[Start of Attachment]
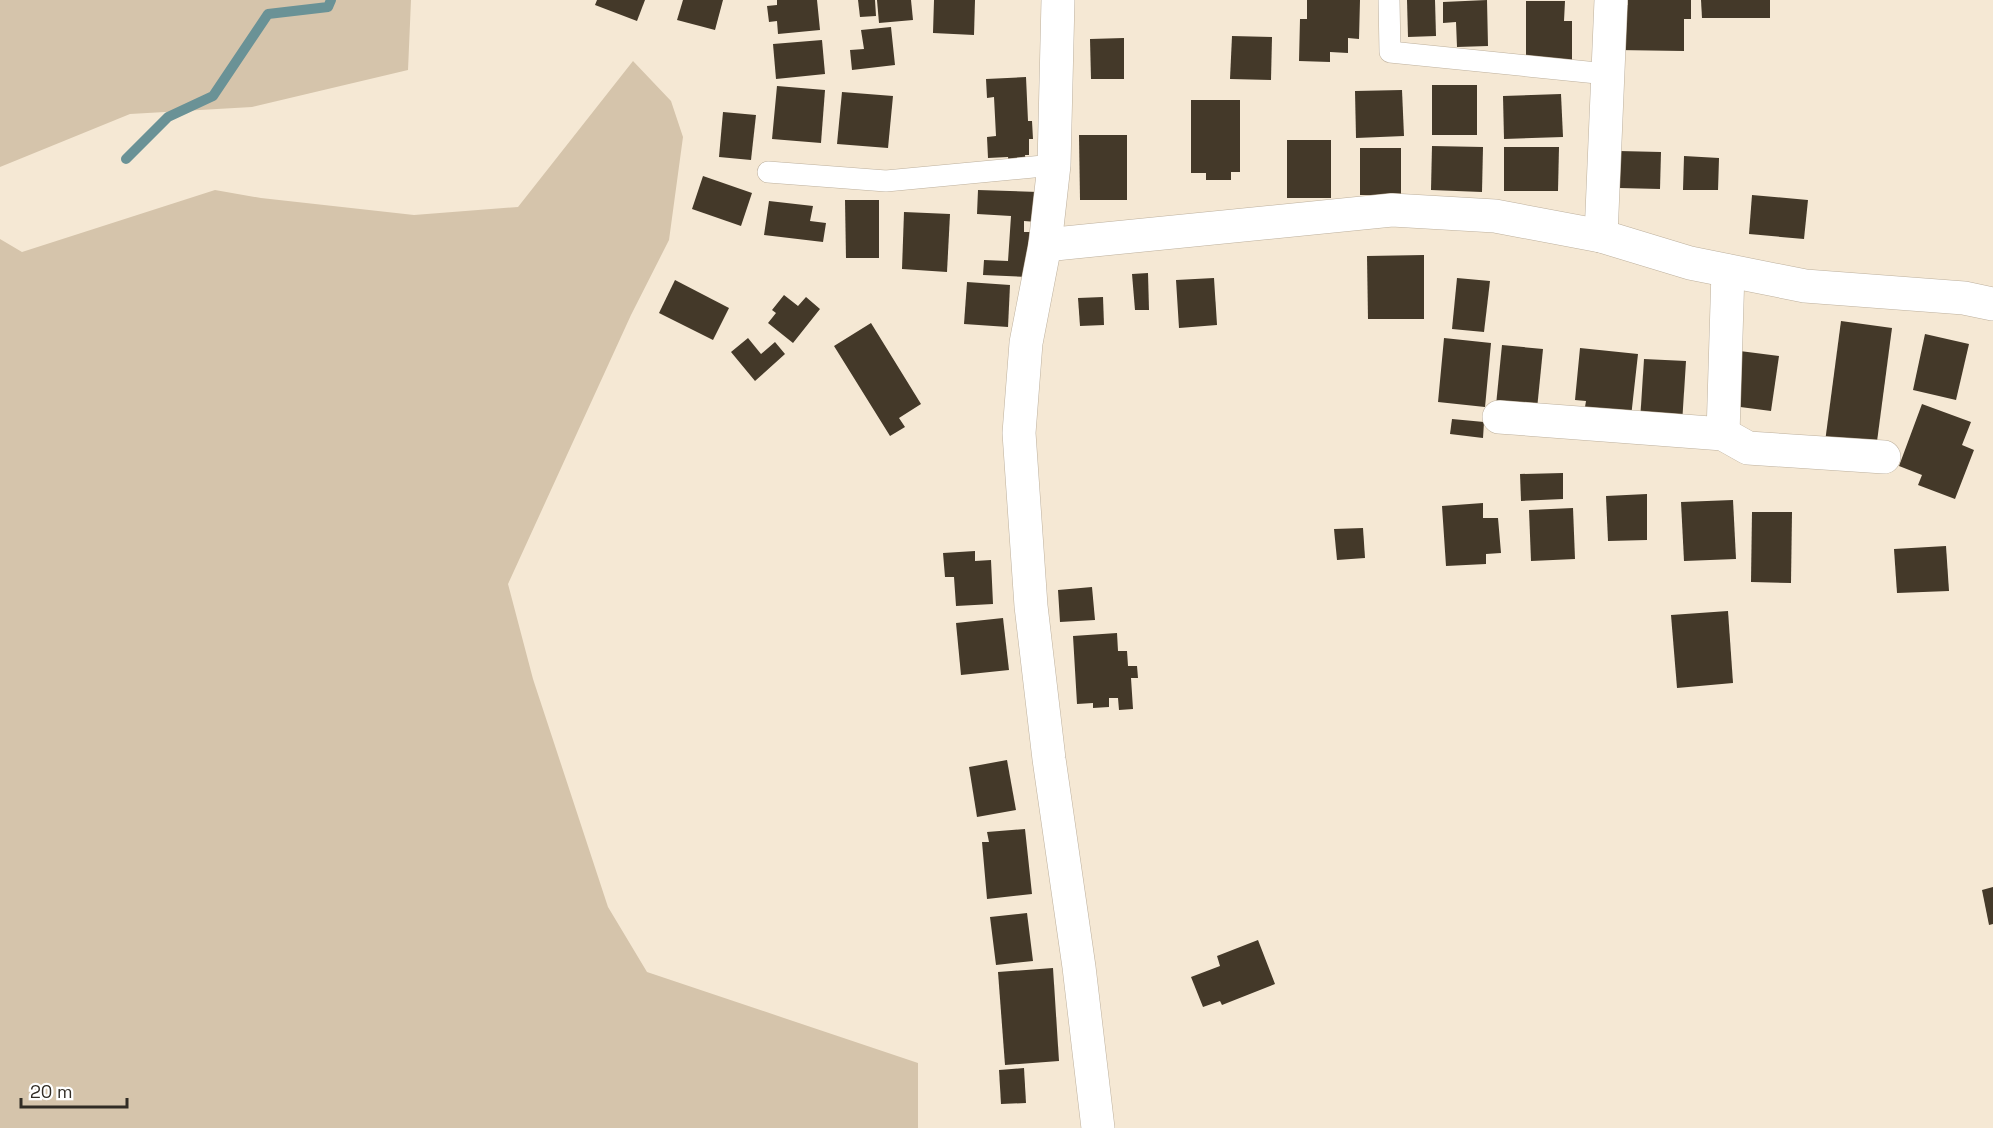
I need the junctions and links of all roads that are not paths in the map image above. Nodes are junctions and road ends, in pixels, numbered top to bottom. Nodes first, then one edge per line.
1 (1058, 0) edge
2 (1389, 0) edge
3 (1611, 0) edge
4 (1607, 74) junction
5 (1054, 165) junction
6 (768, 172) dead end
7 (1600, 236) junction
8 (1046, 245) junction
9 (1728, 271) junction
10 (1993, 304) edge
11 (1499, 417) dead end
12 (1723, 434) junction
13 (1884, 457) dead end
14 (1098, 1128) edge

1 - 5 street
2 - 4 lane
3 - 4 street
4 - 7 street
5 - 6 lane
5 - 8 street
7 - 8 street
7 - 9 street
8 - 14 street
9 - 10 street
9 - 12 street
11 - 12 street
12 - 13 street

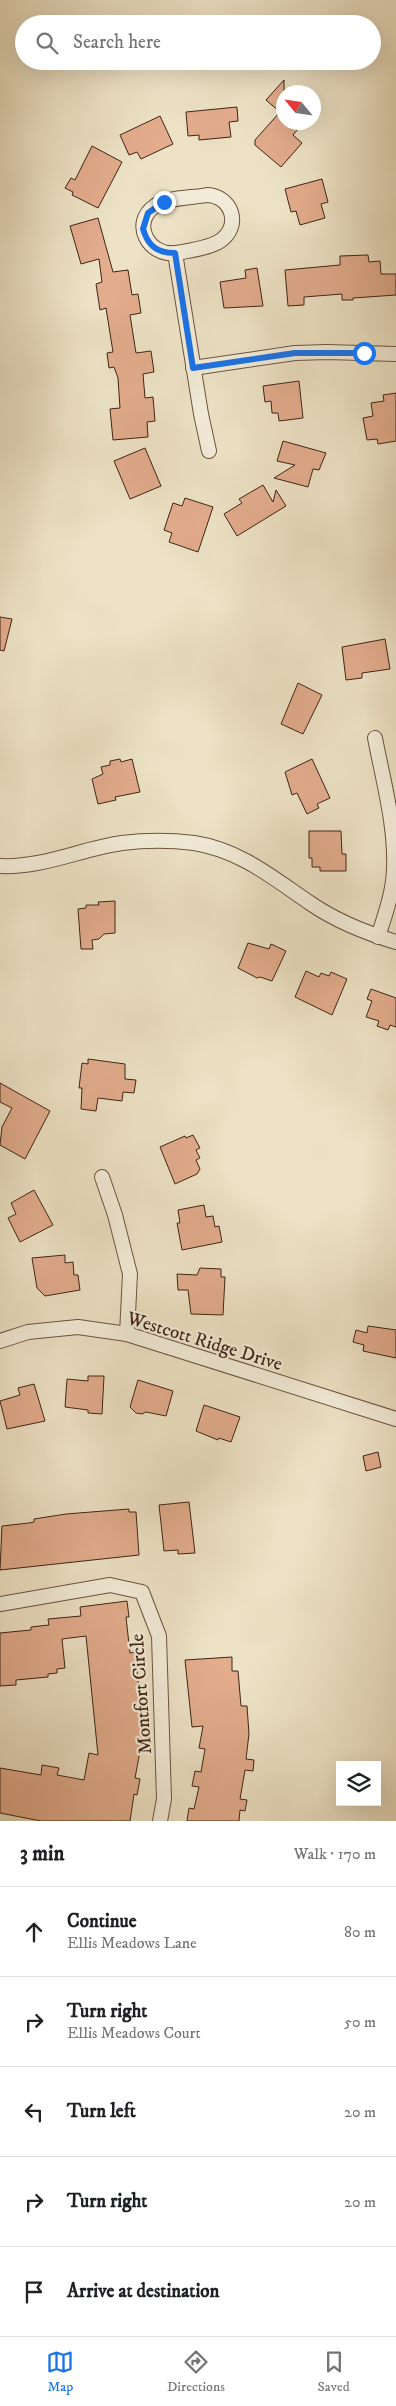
[End of Attachment]
Pictures are not part of the copy; transcribe the rest of the data verbatim.

* [Result below]
I need the junctions and links of all roads that are not paths in the map image above. Nodes are junctions and road ends, in pixels, numbered top to bottom. Nodes first, then one edge per line.
1 (1058, 0) edge
2 (1389, 0) edge
3 (1611, 0) edge
4 (1607, 74) junction
5 (1054, 165) junction
6 (768, 172) dead end
7 (1600, 236) junction
8 (1046, 245) junction
9 (1728, 271) junction
10 (1993, 304) edge
11 (1499, 417) dead end
12 (1723, 434) junction
13 (1884, 457) dead end
14 (1098, 1128) edge

1 - 5 street
2 - 4 lane
3 - 4 street
4 - 7 street
5 - 6 lane
5 - 8 street
7 - 8 street
7 - 9 street
8 - 14 street
9 - 10 street
9 - 12 street
11 - 12 street
12 - 13 street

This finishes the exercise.